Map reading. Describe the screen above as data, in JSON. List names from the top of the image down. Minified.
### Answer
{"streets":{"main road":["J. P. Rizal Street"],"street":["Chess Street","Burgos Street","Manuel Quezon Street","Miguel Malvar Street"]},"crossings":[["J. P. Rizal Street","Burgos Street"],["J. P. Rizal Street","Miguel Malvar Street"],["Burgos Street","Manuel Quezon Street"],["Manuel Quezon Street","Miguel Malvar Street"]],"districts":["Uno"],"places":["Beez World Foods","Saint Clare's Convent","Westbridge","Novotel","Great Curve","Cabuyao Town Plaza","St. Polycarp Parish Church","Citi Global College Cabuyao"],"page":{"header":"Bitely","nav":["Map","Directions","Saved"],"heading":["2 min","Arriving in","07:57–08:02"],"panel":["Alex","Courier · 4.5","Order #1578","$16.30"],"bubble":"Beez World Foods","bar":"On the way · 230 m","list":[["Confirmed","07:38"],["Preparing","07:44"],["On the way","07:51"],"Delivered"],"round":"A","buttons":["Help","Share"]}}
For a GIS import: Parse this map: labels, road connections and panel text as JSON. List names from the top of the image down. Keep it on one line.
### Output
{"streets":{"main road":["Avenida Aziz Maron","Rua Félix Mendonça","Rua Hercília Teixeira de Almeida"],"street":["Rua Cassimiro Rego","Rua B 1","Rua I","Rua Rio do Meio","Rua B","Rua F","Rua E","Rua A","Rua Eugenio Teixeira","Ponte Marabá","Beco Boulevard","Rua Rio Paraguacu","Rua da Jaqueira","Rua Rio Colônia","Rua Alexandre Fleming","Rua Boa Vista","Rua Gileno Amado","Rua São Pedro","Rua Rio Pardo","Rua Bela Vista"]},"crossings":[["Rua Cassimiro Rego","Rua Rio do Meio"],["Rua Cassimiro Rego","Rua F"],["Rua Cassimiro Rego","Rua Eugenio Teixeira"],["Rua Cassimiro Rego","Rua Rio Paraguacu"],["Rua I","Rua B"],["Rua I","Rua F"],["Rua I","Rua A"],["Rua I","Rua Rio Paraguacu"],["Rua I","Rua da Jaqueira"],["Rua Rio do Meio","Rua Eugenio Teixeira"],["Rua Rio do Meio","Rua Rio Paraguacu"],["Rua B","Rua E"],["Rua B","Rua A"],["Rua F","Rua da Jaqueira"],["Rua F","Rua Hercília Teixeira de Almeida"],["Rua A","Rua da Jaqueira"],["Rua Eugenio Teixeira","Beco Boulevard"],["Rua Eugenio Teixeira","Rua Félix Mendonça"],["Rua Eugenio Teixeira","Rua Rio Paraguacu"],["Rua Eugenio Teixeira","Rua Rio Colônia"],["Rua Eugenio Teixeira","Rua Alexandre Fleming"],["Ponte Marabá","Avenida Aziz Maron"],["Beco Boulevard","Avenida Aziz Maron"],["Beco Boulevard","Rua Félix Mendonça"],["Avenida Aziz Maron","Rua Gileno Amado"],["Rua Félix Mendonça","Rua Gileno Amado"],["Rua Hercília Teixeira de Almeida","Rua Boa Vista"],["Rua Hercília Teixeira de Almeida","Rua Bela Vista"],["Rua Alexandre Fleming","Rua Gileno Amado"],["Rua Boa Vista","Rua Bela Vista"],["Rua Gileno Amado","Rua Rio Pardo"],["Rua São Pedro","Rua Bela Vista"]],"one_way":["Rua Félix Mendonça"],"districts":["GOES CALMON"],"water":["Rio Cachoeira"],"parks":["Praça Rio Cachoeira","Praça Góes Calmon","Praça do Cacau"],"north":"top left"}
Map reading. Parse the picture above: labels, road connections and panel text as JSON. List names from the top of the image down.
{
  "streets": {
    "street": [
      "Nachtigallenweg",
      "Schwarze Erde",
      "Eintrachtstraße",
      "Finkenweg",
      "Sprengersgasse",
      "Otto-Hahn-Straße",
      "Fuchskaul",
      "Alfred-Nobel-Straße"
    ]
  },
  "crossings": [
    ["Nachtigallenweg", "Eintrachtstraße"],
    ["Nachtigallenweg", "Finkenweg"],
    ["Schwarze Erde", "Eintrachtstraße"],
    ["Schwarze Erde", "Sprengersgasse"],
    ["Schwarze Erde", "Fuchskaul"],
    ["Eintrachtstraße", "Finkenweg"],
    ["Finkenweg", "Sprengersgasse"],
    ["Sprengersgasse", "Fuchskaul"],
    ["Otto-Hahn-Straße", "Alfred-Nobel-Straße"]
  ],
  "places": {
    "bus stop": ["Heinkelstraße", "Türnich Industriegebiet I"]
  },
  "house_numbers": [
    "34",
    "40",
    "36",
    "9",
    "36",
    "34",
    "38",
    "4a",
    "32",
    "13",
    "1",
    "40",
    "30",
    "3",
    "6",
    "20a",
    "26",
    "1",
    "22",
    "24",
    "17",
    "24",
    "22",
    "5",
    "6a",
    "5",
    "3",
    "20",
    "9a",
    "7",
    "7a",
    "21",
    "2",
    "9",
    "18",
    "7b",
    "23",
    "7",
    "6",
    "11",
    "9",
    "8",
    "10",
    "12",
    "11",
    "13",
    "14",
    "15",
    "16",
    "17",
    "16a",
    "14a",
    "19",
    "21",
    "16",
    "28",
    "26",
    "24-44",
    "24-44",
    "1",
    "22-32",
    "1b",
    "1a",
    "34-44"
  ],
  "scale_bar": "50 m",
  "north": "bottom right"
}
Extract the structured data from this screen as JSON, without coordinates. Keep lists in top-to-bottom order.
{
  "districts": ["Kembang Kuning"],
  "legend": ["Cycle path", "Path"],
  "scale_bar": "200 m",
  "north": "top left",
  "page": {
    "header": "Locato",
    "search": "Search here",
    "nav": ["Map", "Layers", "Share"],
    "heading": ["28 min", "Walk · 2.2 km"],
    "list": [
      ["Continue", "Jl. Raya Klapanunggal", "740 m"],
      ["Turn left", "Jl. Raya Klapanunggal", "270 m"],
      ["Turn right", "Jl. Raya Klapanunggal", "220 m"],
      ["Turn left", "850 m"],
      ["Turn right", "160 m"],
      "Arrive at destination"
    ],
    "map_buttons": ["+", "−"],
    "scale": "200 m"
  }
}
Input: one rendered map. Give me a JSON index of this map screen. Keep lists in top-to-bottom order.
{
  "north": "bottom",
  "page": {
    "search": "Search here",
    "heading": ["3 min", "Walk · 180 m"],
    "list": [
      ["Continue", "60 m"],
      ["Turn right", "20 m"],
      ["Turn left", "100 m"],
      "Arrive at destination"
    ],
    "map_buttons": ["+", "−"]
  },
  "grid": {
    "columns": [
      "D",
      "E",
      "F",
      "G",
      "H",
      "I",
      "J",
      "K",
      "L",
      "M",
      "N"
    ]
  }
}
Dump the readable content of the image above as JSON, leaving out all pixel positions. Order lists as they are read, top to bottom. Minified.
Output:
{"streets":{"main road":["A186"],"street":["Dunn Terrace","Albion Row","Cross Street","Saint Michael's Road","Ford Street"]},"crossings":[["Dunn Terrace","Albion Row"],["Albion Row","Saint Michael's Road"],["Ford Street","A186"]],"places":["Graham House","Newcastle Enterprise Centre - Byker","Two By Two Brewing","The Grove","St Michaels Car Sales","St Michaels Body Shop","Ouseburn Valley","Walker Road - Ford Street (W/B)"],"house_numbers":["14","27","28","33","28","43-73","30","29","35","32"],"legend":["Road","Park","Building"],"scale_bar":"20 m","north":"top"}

---*---

WHAT YOU NEED TO DO: Repeat the data in full. Alter nothing.

EXERCISE ANSWER:
Map reading. Describe the screen above as data, in JSON. List names from the top of the image down. Minified.
### Answer
{"streets":{"main road":["J. P. Rizal Street"],"street":["Chess Street","Burgos Street","Manuel Quezon Street","Miguel Malvar Street"]},"crossings":[["J. P. Rizal Street","Burgos Street"],["J. P. Rizal Street","Miguel Malvar Street"],["Burgos Street","Manuel Quezon Street"],["Manuel Quezon Street","Miguel Malvar Street"]],"districts":["Uno"],"places":["Beez World Foods","Saint Clare's Convent","Westbridge","Novotel","Great Curve","Cabuyao Town Plaza","St. Polycarp Parish Church","Citi Global College Cabuyao"],"page":{"header":"Bitely","nav":["Map","Directions","Saved"],"heading":["2 min","Arriving in","07:57–08:02"],"panel":["Alex","Courier · 4.5","Order #1578","$16.30"],"bubble":"Beez World Foods","bar":"On the way · 230 m","list":[["Confirmed","07:38"],["Preparing","07:44"],["On the way","07:51"],"Delivered"],"round":"A","buttons":["Help","Share"]}}
For a GIS import: Parse this map: labels, road connections and panel text as JSON. List names from the top of the image down. Keep it on one line.
### Output
{"streets":{"main road":["Avenida Aziz Maron","Rua Félix Mendonça","Rua Hercília Teixeira de Almeida"],"street":["Rua Cassimiro Rego","Rua B 1","Rua I","Rua Rio do Meio","Rua B","Rua F","Rua E","Rua A","Rua Eugenio Teixeira","Ponte Marabá","Beco Boulevard","Rua Rio Paraguacu","Rua da Jaqueira","Rua Rio Colônia","Rua Alexandre Fleming","Rua Boa Vista","Rua Gileno Amado","Rua São Pedro","Rua Rio Pardo","Rua Bela Vista"]},"crossings":[["Rua Cassimiro Rego","Rua Rio do Meio"],["Rua Cassimiro Rego","Rua F"],["Rua Cassimiro Rego","Rua Eugenio Teixeira"],["Rua Cassimiro Rego","Rua Rio Paraguacu"],["Rua I","Rua B"],["Rua I","Rua F"],["Rua I","Rua A"],["Rua I","Rua Rio Paraguacu"],["Rua I","Rua da Jaqueira"],["Rua Rio do Meio","Rua Eugenio Teixeira"],["Rua Rio do Meio","Rua Rio Paraguacu"],["Rua B","Rua E"],["Rua B","Rua A"],["Rua F","Rua da Jaqueira"],["Rua F","Rua Hercília Teixeira de Almeida"],["Rua A","Rua da Jaqueira"],["Rua Eugenio Teixeira","Beco Boulevard"],["Rua Eugenio Teixeira","Rua Félix Mendonça"],["Rua Eugenio Teixeira","Rua Rio Paraguacu"],["Rua Eugenio Teixeira","Rua Rio Colônia"],["Rua Eugenio Teixeira","Rua Alexandre Fleming"],["Ponte Marabá","Avenida Aziz Maron"],["Beco Boulevard","Avenida Aziz Maron"],["Beco Boulevard","Rua Félix Mendonça"],["Avenida Aziz Maron","Rua Gileno Amado"],["Rua Félix Mendonça","Rua Gileno Amado"],["Rua Hercília Teixeira de Almeida","Rua Boa Vista"],["Rua Hercília Teixeira de Almeida","Rua Bela Vista"],["Rua Alexandre Fleming","Rua Gileno Amado"],["Rua Boa Vista","Rua Bela Vista"],["Rua Gileno Amado","Rua Rio Pardo"],["Rua São Pedro","Rua Bela Vista"]],"one_way":["Rua Félix Mendonça"],"districts":["GOES CALMON"],"water":["Rio Cachoeira"],"parks":["Praça Rio Cachoeira","Praça Góes Calmon","Praça do Cacau"],"north":"top left"}
Map reading. Parse the picture above: labels, road connections and panel text as JSON. List names from the top of the image down.
{
  "streets": {
    "street": [
      "Nachtigallenweg",
      "Schwarze Erde",
      "Eintrachtstraße",
      "Finkenweg",
      "Sprengersgasse",
      "Otto-Hahn-Straße",
      "Fuchskaul",
      "Alfred-Nobel-Straße"
    ]
  },
  "crossings": [
    ["Nachtigallenweg", "Eintrachtstraße"],
    ["Nachtigallenweg", "Finkenweg"],
    ["Schwarze Erde", "Eintrachtstraße"],
    ["Schwarze Erde", "Sprengersgasse"],
    ["Schwarze Erde", "Fuchskaul"],
    ["Eintrachtstraße", "Finkenweg"],
    ["Finkenweg", "Sprengersgasse"],
    ["Sprengersgasse", "Fuchskaul"],
    ["Otto-Hahn-Straße", "Alfred-Nobel-Straße"]
  ],
  "places": {
    "bus stop": ["Heinkelstraße", "Türnich Industriegebiet I"]
  },
  "house_numbers": [
    "34",
    "40",
    "36",
    "9",
    "36",
    "34",
    "38",
    "4a",
    "32",
    "13",
    "1",
    "40",
    "30",
    "3",
    "6",
    "20a",
    "26",
    "1",
    "22",
    "24",
    "17",
    "24",
    "22",
    "5",
    "6a",
    "5",
    "3",
    "20",
    "9a",
    "7",
    "7a",
    "21",
    "2",
    "9",
    "18",
    "7b",
    "23",
    "7",
    "6",
    "11",
    "9",
    "8",
    "10",
    "12",
    "11",
    "13",
    "14",
    "15",
    "16",
    "17",
    "16a",
    "14a",
    "19",
    "21",
    "16",
    "28",
    "26",
    "24-44",
    "24-44",
    "1",
    "22-32",
    "1b",
    "1a",
    "34-44"
  ],
  "scale_bar": "50 m",
  "north": "bottom right"
}
Extract the structured data from this screen as JSON, without coordinates. Keep lists in top-to-bottom order.
{
  "districts": ["Kembang Kuning"],
  "legend": ["Cycle path", "Path"],
  "scale_bar": "200 m",
  "north": "top left",
  "page": {
    "header": "Locato",
    "search": "Search here",
    "nav": ["Map", "Layers", "Share"],
    "heading": ["28 min", "Walk · 2.2 km"],
    "list": [
      ["Continue", "Jl. Raya Klapanunggal", "740 m"],
      ["Turn left", "Jl. Raya Klapanunggal", "270 m"],
      ["Turn right", "Jl. Raya Klapanunggal", "220 m"],
      ["Turn left", "850 m"],
      ["Turn right", "160 m"],
      "Arrive at destination"
    ],
    "map_buttons": ["+", "−"],
    "scale": "200 m"
  }
}
Input: one rendered map. Give me a JSON index of this map screen. Keep lists in top-to-bottom order.
{
  "north": "bottom",
  "page": {
    "search": "Search here",
    "heading": ["3 min", "Walk · 180 m"],
    "list": [
      ["Continue", "60 m"],
      ["Turn right", "20 m"],
      ["Turn left", "100 m"],
      "Arrive at destination"
    ],
    "map_buttons": ["+", "−"]
  },
  "grid": {
    "columns": [
      "D",
      "E",
      "F",
      "G",
      "H",
      "I",
      "J",
      "K",
      "L",
      "M",
      "N"
    ]
  }
}
Dump the readable content of the image above as JSON, leaving out all pixel positions. Order lists as they are read, top to bottom. Minified.
Output:
{"streets":{"main road":["A186"],"street":["Dunn Terrace","Albion Row","Cross Street","Saint Michael's Road","Ford Street"]},"crossings":[["Dunn Terrace","Albion Row"],["Albion Row","Saint Michael's Road"],["Ford Street","A186"]],"places":["Graham House","Newcastle Enterprise Centre - Byker","Two By Two Brewing","The Grove","St Michaels Car Sales","St Michaels Body Shop","Ouseburn Valley","Walker Road - Ford Street (W/B)"],"house_numbers":["14","27","28","33","28","43-73","30","29","35","32"],"legend":["Road","Park","Building"],"scale_bar":"20 m","north":"top"}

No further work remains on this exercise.